Domingo acordei com fogo na perereca, tinha que sair de qualquer jeito. Marquei com Anwar de bebermos na pracinha de Cogayral, compramos duas Cantinas das Trevas e lá ficamos vendo a vida passar. Me deu vontade de fazer xixi, fomos andando até o postinho, quando chegamos lá, quem a gente encontra? REX & cia.

Já sentamos, bebemos mais, e dali fomos para o 20 Te Cantar, é, aquele karaokê de Gaivotas. Cantei uma musiquinha e fui lá fora fumar, aí que vem o grande bafo.

Perto do banheiro tinha uma mesa com um cara bem mais velho e uma mulher nova, eu, inocentemente, pensei: “ah, que legal, pai e filha bebendo juntos!”.

De repente surgiu uma negona, de umas 7 arrobas, lá no portão, com fogo nas ventas e apertando o passo em direção à mesa do “pai e filha”.
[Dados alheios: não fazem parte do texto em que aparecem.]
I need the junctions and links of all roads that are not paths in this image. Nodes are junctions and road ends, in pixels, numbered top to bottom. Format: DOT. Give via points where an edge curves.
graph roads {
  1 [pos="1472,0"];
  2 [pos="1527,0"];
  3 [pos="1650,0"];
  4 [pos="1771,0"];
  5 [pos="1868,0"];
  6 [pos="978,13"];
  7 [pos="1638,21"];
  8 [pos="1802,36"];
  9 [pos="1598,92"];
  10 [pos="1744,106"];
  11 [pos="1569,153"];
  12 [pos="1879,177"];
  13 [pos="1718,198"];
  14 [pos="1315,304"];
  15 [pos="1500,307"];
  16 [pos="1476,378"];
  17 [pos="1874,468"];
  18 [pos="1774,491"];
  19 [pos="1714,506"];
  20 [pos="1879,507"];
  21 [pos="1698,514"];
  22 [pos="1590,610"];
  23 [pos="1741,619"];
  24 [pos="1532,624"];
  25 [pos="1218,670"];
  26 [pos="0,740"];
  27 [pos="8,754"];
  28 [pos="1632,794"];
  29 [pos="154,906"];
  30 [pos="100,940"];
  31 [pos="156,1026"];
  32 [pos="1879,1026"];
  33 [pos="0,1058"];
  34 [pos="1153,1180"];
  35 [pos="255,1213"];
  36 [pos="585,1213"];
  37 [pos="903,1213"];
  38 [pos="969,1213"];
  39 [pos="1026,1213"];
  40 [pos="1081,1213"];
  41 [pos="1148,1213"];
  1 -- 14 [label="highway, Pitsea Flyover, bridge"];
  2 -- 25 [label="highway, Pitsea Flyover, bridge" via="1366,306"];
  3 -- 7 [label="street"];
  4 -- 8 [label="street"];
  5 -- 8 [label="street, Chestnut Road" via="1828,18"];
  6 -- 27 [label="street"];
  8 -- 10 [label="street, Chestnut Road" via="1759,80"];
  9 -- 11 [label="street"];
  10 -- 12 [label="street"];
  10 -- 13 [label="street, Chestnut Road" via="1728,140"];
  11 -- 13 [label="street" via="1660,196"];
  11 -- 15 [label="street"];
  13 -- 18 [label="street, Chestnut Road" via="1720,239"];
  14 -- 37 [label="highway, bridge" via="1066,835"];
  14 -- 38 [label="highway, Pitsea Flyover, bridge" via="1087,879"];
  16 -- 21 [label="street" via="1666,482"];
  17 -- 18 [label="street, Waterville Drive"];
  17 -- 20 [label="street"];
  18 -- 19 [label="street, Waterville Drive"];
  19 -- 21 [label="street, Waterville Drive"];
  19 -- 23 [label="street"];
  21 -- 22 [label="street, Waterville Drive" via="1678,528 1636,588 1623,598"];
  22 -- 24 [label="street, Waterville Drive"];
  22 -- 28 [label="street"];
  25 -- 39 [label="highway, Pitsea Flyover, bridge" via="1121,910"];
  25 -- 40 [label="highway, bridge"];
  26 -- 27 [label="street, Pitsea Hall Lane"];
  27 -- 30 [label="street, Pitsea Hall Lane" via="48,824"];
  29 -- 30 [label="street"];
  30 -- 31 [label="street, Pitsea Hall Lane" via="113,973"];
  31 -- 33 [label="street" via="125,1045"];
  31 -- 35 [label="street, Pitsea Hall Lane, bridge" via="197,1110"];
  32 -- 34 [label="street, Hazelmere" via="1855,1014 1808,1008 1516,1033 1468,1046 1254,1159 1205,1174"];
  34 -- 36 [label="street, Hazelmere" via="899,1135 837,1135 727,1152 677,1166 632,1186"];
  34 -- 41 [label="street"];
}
A negona catou a menina pelos cabelos e puxou tanto que eu pensei que fosse arrancar o couro. Derrubou mesa, xingou de vagabunda, piranha, quebrou o casco, e logo todo mundo percebeu: O véio não tava com a filha, mas sim com a AMANTE!

Eu fiquei louca! Já tinha se tornado meu lugar preferido, e ainda começaram a cantar Whitney Houston lá dentro, pronto, me derreti.

Tomamos nosso rumo pra casa do pessoal amigo do Rex, porque o Rex mesmo já tinha vazado há horas. Pegamos um táxi, e dentro do táxi estávamos falando sobre pinto pequeno, que eu achava uma falta de respeito o boy aparecer com o pênis do tamanho de um dedo polegar e tal. O taxista se exaltou e falou: “O homem não é feito pra dar prazer, é feito para se reproduzir”… Silêncio sepulcral, mas como a Max não vale nada, soltou:

– Oi? Só pra se reproduzir? Mas ele sente prazer se reproduzindo, e o prazer da mulher?

– Isso você só pode reclamar com deus.

– Uhum, tá boa, muito machista de sua parte super-valorizar seu orgasmo em detrimento do prazer da mulher, como se ela fosse um depósito de porra.

Mas na verdade mesmo eu queria dizer: “O PAU PEQUENO SE DOEU”.

Bebemos na casa do pessoal e voltamos pra casa… os detalhes sórdidos desse “voltamos pra casa” eu prefiro deixar em off para preservar o pouco de dignidade que me resta em Vitorinha.